ACTIVITY -> Examine each line of the data, and copy the ones containing "World".

DATA PROVIDED ->

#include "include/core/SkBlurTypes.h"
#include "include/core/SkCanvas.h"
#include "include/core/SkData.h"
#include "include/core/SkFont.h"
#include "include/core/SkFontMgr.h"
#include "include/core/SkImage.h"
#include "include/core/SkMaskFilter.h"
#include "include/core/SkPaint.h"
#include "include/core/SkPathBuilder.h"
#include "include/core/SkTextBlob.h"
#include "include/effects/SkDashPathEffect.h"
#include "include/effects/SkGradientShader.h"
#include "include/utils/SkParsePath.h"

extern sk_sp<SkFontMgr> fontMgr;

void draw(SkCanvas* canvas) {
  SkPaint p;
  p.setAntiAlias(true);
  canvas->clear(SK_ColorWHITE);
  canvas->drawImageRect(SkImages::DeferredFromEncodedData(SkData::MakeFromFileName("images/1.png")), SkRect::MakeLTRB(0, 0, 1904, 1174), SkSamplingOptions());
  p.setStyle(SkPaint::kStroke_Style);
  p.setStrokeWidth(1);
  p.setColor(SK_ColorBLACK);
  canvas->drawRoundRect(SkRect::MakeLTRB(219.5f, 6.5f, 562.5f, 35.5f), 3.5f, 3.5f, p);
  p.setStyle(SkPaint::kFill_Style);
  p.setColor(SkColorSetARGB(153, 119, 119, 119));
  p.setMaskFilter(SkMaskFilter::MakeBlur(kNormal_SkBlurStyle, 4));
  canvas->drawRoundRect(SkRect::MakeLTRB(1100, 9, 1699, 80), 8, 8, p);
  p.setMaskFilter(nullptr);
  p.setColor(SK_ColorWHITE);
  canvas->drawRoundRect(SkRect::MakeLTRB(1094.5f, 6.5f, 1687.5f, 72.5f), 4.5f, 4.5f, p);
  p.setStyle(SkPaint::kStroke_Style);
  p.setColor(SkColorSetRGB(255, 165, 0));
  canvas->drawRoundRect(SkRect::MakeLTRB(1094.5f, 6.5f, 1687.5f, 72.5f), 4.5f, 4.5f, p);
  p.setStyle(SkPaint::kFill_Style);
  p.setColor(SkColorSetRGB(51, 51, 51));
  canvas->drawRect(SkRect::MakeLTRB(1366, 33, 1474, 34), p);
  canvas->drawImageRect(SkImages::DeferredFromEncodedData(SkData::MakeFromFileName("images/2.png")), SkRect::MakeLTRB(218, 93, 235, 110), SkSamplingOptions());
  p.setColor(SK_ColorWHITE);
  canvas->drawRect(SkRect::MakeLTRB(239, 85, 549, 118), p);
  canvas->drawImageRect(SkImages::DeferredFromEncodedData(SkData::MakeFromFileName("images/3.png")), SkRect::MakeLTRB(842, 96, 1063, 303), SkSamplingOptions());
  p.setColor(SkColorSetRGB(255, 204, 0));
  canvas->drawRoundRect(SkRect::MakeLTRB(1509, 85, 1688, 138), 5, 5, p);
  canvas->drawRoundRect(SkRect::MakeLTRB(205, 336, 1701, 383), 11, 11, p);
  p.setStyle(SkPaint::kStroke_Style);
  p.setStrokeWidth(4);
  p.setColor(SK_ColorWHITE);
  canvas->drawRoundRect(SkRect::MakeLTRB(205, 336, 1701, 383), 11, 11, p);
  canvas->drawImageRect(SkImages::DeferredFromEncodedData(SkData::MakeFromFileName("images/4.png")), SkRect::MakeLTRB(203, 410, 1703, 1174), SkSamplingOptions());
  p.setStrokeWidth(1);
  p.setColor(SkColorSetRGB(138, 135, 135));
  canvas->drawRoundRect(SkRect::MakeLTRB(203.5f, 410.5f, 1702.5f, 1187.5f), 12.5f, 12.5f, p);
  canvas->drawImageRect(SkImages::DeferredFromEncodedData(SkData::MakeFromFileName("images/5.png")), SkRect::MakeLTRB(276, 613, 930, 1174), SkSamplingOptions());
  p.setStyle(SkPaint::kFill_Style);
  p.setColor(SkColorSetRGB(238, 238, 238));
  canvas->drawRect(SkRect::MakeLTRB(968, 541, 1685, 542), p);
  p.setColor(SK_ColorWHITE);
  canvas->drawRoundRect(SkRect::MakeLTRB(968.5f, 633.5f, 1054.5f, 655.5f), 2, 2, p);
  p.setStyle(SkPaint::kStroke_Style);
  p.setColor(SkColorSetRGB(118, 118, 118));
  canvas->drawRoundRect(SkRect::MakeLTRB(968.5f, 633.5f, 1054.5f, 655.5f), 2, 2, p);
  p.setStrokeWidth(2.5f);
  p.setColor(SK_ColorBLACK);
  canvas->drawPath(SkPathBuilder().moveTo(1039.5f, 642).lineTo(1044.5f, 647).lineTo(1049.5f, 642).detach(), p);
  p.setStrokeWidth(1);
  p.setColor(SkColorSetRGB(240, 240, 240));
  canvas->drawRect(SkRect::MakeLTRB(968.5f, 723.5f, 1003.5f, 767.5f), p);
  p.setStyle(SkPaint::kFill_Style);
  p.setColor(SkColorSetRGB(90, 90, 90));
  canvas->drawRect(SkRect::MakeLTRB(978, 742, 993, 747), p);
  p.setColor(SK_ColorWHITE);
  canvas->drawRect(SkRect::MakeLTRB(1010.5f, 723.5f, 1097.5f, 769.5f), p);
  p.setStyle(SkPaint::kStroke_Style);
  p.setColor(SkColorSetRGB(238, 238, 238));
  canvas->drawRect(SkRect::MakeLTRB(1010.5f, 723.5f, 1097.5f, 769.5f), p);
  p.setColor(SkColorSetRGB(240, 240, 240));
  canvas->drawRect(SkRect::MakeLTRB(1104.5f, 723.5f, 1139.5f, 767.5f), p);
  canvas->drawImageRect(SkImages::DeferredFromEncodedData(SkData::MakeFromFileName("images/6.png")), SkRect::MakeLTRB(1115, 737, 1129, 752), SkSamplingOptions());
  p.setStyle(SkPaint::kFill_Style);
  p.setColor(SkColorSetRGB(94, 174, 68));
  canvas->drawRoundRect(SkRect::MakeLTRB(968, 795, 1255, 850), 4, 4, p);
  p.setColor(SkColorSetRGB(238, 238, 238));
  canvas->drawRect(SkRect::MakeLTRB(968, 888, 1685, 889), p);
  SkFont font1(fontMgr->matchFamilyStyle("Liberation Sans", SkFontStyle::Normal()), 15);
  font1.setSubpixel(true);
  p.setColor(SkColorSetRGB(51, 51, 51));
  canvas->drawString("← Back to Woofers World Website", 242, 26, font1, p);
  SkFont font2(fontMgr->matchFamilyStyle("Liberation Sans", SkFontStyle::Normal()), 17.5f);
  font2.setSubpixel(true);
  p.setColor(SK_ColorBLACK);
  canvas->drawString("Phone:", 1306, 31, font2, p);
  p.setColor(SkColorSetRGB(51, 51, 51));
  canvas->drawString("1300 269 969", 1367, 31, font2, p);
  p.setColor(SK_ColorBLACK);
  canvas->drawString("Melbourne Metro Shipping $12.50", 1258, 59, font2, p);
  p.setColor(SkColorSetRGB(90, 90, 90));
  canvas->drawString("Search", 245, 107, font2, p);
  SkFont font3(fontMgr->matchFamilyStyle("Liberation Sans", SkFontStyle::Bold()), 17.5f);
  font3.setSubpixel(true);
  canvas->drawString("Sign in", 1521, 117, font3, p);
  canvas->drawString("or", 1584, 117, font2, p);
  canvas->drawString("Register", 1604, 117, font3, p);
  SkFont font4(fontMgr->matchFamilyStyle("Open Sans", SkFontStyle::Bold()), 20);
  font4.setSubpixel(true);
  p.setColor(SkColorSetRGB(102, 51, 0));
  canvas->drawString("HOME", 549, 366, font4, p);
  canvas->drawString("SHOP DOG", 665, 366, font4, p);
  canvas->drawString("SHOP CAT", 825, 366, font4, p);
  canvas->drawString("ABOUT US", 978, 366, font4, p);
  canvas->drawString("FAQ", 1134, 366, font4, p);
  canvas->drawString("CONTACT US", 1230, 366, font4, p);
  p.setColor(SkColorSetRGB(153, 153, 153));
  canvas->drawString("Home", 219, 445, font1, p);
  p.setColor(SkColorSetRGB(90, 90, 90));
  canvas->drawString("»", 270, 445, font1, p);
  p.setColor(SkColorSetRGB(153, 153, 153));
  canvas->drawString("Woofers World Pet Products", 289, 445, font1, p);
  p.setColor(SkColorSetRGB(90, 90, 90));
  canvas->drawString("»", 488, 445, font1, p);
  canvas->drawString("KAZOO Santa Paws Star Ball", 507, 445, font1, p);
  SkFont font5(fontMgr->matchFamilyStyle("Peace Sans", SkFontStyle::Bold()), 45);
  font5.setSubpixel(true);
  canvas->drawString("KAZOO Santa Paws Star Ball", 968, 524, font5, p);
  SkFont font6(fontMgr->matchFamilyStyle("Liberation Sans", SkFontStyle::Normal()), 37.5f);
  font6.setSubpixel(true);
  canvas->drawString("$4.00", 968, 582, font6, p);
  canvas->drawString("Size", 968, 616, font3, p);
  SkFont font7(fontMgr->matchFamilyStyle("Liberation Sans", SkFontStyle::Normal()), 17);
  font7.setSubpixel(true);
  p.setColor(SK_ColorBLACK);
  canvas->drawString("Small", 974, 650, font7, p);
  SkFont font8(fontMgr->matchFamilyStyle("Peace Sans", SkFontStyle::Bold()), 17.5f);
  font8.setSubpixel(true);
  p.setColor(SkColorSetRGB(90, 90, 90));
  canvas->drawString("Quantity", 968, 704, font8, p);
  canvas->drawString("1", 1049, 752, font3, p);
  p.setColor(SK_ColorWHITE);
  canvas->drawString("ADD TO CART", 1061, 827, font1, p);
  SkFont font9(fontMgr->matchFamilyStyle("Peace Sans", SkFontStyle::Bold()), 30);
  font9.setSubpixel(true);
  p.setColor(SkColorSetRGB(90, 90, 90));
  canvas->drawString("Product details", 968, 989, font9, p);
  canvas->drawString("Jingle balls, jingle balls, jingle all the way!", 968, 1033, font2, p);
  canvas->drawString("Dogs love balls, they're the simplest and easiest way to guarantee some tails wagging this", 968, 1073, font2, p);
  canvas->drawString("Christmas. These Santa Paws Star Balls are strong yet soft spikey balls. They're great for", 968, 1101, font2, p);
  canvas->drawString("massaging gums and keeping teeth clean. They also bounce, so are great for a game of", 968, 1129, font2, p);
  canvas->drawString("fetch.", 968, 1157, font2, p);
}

--

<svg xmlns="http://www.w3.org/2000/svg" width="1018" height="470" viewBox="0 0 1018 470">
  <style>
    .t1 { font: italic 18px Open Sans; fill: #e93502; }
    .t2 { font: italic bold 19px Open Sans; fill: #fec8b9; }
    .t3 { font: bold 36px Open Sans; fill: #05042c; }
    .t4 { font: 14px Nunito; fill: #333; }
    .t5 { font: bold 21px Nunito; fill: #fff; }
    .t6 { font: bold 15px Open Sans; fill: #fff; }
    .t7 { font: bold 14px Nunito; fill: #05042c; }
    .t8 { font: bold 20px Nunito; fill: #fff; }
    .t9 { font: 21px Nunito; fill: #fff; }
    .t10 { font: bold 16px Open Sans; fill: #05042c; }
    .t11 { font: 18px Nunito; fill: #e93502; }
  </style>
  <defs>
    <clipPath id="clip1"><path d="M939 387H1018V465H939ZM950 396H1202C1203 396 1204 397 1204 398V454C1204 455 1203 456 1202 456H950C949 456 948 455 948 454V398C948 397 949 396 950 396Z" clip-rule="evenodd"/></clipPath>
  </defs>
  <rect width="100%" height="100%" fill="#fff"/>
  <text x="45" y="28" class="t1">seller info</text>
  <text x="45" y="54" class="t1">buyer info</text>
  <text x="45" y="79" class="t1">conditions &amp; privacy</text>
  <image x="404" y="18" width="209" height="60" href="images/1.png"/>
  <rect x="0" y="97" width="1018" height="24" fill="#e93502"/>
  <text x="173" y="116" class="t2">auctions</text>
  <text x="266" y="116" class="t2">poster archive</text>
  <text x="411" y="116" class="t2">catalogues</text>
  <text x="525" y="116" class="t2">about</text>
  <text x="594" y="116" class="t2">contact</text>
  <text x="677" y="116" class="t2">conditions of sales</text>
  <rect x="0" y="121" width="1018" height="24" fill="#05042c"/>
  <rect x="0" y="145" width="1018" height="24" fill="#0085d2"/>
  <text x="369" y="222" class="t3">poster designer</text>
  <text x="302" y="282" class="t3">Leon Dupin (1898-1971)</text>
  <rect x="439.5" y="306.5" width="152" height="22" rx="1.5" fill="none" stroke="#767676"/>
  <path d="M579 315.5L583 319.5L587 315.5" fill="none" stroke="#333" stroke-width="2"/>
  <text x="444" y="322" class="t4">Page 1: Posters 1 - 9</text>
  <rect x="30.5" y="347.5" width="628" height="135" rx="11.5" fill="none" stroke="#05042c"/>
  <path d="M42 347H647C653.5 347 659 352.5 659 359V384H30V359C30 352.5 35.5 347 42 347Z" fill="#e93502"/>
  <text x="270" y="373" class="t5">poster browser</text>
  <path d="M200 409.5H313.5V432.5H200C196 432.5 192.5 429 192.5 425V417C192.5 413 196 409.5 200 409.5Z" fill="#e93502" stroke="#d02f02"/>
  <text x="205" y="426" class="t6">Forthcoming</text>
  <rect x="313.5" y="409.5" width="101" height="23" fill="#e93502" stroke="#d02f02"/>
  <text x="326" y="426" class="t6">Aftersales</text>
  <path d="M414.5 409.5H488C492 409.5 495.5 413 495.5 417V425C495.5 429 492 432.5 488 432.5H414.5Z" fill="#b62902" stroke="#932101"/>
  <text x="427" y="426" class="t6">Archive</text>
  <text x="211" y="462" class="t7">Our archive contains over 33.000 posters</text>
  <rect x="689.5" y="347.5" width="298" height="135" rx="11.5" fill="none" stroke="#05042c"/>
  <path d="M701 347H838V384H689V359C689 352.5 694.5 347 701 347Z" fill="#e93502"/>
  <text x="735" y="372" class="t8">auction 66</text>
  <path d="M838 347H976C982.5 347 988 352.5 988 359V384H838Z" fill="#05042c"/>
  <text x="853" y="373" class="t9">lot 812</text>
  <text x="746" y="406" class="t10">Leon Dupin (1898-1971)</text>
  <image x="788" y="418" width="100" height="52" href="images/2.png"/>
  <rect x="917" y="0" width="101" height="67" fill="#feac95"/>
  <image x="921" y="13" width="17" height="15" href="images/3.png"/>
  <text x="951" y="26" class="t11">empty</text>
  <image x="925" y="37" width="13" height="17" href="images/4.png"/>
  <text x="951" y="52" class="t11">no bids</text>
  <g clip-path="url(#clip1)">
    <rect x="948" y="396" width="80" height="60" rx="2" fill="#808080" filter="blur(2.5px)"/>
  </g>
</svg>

ANSWER TO THIS PROBLEM ->
  canvas->drawString("← Back to Woofers World Website", 242, 26, font1, p);
  canvas->drawString("Woofers World Pet Products", 289, 445, font1, p);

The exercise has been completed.